>>>

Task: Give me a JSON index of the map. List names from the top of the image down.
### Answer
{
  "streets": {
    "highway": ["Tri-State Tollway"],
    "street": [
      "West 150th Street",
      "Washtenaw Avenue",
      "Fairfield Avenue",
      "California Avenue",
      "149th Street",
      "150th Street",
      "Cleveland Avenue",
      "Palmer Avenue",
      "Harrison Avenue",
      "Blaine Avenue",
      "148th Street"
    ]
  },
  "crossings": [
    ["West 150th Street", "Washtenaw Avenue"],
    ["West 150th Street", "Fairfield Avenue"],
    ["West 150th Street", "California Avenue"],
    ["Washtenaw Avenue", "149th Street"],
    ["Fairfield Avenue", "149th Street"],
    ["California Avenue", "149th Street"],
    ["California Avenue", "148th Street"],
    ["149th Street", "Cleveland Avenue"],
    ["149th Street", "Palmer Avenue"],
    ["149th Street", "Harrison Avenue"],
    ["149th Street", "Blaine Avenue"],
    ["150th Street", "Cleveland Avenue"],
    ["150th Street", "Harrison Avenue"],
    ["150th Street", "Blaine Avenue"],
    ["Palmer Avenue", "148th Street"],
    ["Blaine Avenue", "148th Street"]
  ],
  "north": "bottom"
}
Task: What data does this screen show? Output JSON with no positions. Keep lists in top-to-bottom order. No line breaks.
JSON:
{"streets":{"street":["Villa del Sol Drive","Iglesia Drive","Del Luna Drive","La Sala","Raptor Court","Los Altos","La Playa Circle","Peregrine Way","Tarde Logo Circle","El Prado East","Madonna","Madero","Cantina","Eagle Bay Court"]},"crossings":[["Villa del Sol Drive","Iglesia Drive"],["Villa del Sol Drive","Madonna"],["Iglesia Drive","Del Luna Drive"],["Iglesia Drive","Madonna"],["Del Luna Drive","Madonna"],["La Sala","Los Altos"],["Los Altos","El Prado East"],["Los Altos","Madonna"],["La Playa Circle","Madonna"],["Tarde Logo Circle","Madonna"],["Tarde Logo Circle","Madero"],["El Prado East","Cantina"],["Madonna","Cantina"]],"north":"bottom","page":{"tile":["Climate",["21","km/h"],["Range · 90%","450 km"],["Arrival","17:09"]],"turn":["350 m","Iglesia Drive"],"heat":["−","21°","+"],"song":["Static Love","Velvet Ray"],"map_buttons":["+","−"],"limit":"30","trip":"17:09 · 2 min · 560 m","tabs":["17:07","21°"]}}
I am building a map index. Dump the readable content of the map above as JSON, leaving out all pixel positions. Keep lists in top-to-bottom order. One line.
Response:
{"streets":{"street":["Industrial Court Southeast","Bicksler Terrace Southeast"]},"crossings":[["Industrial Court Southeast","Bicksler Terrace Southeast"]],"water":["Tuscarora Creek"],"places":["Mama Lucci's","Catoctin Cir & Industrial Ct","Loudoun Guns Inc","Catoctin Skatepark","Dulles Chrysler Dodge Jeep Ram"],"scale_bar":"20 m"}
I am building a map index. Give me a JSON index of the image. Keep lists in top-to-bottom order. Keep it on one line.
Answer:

<<<

■ BRIEF ■
In full and word for word, output the material.

■ ANSWER SECTION ■
Task: Give me a JSON index of the map. List names from the top of the image down.
### Answer
{
  "streets": {
    "highway": ["Tri-State Tollway"],
    "street": [
      "West 150th Street",
      "Washtenaw Avenue",
      "Fairfield Avenue",
      "California Avenue",
      "149th Street",
      "150th Street",
      "Cleveland Avenue",
      "Palmer Avenue",
      "Harrison Avenue",
      "Blaine Avenue",
      "148th Street"
    ]
  },
  "crossings": [
    ["West 150th Street", "Washtenaw Avenue"],
    ["West 150th Street", "Fairfield Avenue"],
    ["West 150th Street", "California Avenue"],
    ["Washtenaw Avenue", "149th Street"],
    ["Fairfield Avenue", "149th Street"],
    ["California Avenue", "149th Street"],
    ["California Avenue", "148th Street"],
    ["149th Street", "Cleveland Avenue"],
    ["149th Street", "Palmer Avenue"],
    ["149th Street", "Harrison Avenue"],
    ["149th Street", "Blaine Avenue"],
    ["150th Street", "Cleveland Avenue"],
    ["150th Street", "Harrison Avenue"],
    ["150th Street", "Blaine Avenue"],
    ["Palmer Avenue", "148th Street"],
    ["Blaine Avenue", "148th Street"]
  ],
  "north": "bottom"
}
Task: What data does this screen show? Output JSON with no positions. Keep lists in top-to-bottom order. No line breaks.
JSON:
{"streets":{"street":["Villa del Sol Drive","Iglesia Drive","Del Luna Drive","La Sala","Raptor Court","Los Altos","La Playa Circle","Peregrine Way","Tarde Logo Circle","El Prado East","Madonna","Madero","Cantina","Eagle Bay Court"]},"crossings":[["Villa del Sol Drive","Iglesia Drive"],["Villa del Sol Drive","Madonna"],["Iglesia Drive","Del Luna Drive"],["Iglesia Drive","Madonna"],["Del Luna Drive","Madonna"],["La Sala","Los Altos"],["Los Altos","El Prado East"],["Los Altos","Madonna"],["La Playa Circle","Madonna"],["Tarde Logo Circle","Madonna"],["Tarde Logo Circle","Madero"],["El Prado East","Cantina"],["Madonna","Cantina"]],"north":"bottom","page":{"tile":["Climate",["21","km/h"],["Range · 90%","450 km"],["Arrival","17:09"]],"turn":["350 m","Iglesia Drive"],"heat":["−","21°","+"],"song":["Static Love","Velvet Ray"],"map_buttons":["+","−"],"limit":"30","trip":"17:09 · 2 min · 560 m","tabs":["17:07","21°"]}}
I am building a map index. Dump the readable content of the map above as JSON, leaving out all pixel positions. Keep lists in top-to-bottom order. One line.
Response:
{"streets":{"street":["Industrial Court Southeast","Bicksler Terrace Southeast"]},"crossings":[["Industrial Court Southeast","Bicksler Terrace Southeast"]],"water":["Tuscarora Creek"],"places":["Mama Lucci's","Catoctin Cir & Industrial Ct","Loudoun Guns Inc","Catoctin Skatepark","Dulles Chrysler Dodge Jeep Ram"],"scale_bar":"20 m"}
I am building a map index. Give me a JSON index of the image. Keep lists in top-to-bottom order. Keep it on one line.
Answer:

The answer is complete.